Segment Start: INFORMATION

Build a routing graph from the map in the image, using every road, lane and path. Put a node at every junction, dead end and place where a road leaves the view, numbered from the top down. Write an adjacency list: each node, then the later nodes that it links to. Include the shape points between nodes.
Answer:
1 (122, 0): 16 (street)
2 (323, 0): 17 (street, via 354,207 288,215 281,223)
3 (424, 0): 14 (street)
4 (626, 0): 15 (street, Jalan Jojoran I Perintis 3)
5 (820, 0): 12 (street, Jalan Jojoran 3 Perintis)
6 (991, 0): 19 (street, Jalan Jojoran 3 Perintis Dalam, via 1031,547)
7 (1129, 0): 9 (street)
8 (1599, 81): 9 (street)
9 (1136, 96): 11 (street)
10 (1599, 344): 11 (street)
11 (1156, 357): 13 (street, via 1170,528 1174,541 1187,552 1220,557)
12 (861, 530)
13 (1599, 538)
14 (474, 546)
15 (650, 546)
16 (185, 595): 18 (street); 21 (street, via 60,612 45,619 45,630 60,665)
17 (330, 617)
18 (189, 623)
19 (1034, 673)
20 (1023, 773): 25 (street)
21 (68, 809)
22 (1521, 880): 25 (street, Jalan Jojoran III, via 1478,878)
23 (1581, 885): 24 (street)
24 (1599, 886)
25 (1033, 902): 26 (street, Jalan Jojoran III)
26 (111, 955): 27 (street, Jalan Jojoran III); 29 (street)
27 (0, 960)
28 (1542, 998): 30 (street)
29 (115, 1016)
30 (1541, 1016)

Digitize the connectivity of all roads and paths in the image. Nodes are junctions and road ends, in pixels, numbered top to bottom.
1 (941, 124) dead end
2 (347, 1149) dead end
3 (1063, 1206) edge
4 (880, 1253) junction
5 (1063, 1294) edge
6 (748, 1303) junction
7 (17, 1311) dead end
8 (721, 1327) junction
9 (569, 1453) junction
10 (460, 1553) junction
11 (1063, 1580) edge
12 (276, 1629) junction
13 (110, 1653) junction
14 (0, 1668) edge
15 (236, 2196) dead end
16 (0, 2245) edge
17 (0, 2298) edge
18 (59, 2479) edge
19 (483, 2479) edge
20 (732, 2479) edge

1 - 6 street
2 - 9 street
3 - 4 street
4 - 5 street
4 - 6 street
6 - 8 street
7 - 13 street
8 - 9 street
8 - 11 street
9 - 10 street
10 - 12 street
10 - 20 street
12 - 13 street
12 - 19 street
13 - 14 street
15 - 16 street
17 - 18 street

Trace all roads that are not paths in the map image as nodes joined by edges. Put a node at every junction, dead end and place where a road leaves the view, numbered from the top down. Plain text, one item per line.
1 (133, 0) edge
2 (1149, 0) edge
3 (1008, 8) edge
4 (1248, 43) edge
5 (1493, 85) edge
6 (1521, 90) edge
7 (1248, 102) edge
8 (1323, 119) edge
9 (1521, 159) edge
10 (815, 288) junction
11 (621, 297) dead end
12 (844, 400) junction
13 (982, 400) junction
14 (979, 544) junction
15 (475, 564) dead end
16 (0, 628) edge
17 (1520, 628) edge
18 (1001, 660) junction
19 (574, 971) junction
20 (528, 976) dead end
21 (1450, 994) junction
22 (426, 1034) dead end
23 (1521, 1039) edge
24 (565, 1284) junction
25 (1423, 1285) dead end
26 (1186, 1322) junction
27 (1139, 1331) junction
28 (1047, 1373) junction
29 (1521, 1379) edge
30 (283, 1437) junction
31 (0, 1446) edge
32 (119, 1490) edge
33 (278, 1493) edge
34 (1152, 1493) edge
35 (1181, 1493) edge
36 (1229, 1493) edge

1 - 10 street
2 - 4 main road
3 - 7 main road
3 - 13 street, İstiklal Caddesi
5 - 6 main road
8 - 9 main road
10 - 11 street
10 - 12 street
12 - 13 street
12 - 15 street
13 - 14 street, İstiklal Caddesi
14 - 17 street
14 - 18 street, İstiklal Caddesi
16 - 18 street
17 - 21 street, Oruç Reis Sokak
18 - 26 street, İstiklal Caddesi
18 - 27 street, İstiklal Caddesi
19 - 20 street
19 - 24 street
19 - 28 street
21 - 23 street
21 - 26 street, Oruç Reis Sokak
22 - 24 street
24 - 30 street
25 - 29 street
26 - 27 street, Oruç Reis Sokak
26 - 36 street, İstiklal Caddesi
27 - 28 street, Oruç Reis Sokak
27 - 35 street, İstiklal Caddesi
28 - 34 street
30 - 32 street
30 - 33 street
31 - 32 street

Segment End: INFORMATION

**EXERCISE:** Could you restate the records above word for word?

**RESPONSE AREA:**
Build a routing graph from the map in the image, using every road, lane and path. Put a node at every junction, dead end and place where a road leaves the view, numbered from the top down. Write an adjacency list: each node, then the later nodes that it links to. Include the shape points between nodes.
Answer:
1 (122, 0): 16 (street)
2 (323, 0): 17 (street, via 354,207 288,215 281,223)
3 (424, 0): 14 (street)
4 (626, 0): 15 (street, Jalan Jojoran I Perintis 3)
5 (820, 0): 12 (street, Jalan Jojoran 3 Perintis)
6 (991, 0): 19 (street, Jalan Jojoran 3 Perintis Dalam, via 1031,547)
7 (1129, 0): 9 (street)
8 (1599, 81): 9 (street)
9 (1136, 96): 11 (street)
10 (1599, 344): 11 (street)
11 (1156, 357): 13 (street, via 1170,528 1174,541 1187,552 1220,557)
12 (861, 530)
13 (1599, 538)
14 (474, 546)
15 (650, 546)
16 (185, 595): 18 (street); 21 (street, via 60,612 45,619 45,630 60,665)
17 (330, 617)
18 (189, 623)
19 (1034, 673)
20 (1023, 773): 25 (street)
21 (68, 809)
22 (1521, 880): 25 (street, Jalan Jojoran III, via 1478,878)
23 (1581, 885): 24 (street)
24 (1599, 886)
25 (1033, 902): 26 (street, Jalan Jojoran III)
26 (111, 955): 27 (street, Jalan Jojoran III); 29 (street)
27 (0, 960)
28 (1542, 998): 30 (street)
29 (115, 1016)
30 (1541, 1016)

Digitize the connectivity of all roads and paths in the image. Nodes are junctions and road ends, in pixels, numbered top to bottom.
1 (941, 124) dead end
2 (347, 1149) dead end
3 (1063, 1206) edge
4 (880, 1253) junction
5 (1063, 1294) edge
6 (748, 1303) junction
7 (17, 1311) dead end
8 (721, 1327) junction
9 (569, 1453) junction
10 (460, 1553) junction
11 (1063, 1580) edge
12 (276, 1629) junction
13 (110, 1653) junction
14 (0, 1668) edge
15 (236, 2196) dead end
16 (0, 2245) edge
17 (0, 2298) edge
18 (59, 2479) edge
19 (483, 2479) edge
20 (732, 2479) edge

1 - 6 street
2 - 9 street
3 - 4 street
4 - 5 street
4 - 6 street
6 - 8 street
7 - 13 street
8 - 9 street
8 - 11 street
9 - 10 street
10 - 12 street
10 - 20 street
12 - 13 street
12 - 19 street
13 - 14 street
15 - 16 street
17 - 18 street

Trace all roads that are not paths in the map image as nodes joined by edges. Put a node at every junction, dead end and place where a road leaves the view, numbered from the top down. Plain text, one item per line.
1 (133, 0) edge
2 (1149, 0) edge
3 (1008, 8) edge
4 (1248, 43) edge
5 (1493, 85) edge
6 (1521, 90) edge
7 (1248, 102) edge
8 (1323, 119) edge
9 (1521, 159) edge
10 (815, 288) junction
11 (621, 297) dead end
12 (844, 400) junction
13 (982, 400) junction
14 (979, 544) junction
15 (475, 564) dead end
16 (0, 628) edge
17 (1520, 628) edge
18 (1001, 660) junction
19 (574, 971) junction
20 (528, 976) dead end
21 (1450, 994) junction
22 (426, 1034) dead end
23 (1521, 1039) edge
24 (565, 1284) junction
25 (1423, 1285) dead end
26 (1186, 1322) junction
27 (1139, 1331) junction
28 (1047, 1373) junction
29 (1521, 1379) edge
30 (283, 1437) junction
31 (0, 1446) edge
32 (119, 1490) edge
33 (278, 1493) edge
34 (1152, 1493) edge
35 (1181, 1493) edge
36 (1229, 1493) edge

1 - 10 street
2 - 4 main road
3 - 7 main road
3 - 13 street, İstiklal Caddesi
5 - 6 main road
8 - 9 main road
10 - 11 street
10 - 12 street
12 - 13 street
12 - 15 street
13 - 14 street, İstiklal Caddesi
14 - 17 street
14 - 18 street, İstiklal Caddesi
16 - 18 street
17 - 21 street, Oruç Reis Sokak
18 - 26 street, İstiklal Caddesi
18 - 27 street, İstiklal Caddesi
19 - 20 street
19 - 24 street
19 - 28 street
21 - 23 street
21 - 26 street, Oruç Reis Sokak
22 - 24 street
24 - 30 street
25 - 29 street
26 - 27 street, Oruç Reis Sokak
26 - 36 street, İstiklal Caddesi
27 - 28 street, Oruç Reis Sokak
27 - 35 street, İstiklal Caddesi
28 - 34 street
30 - 32 street
30 - 33 street
31 - 32 street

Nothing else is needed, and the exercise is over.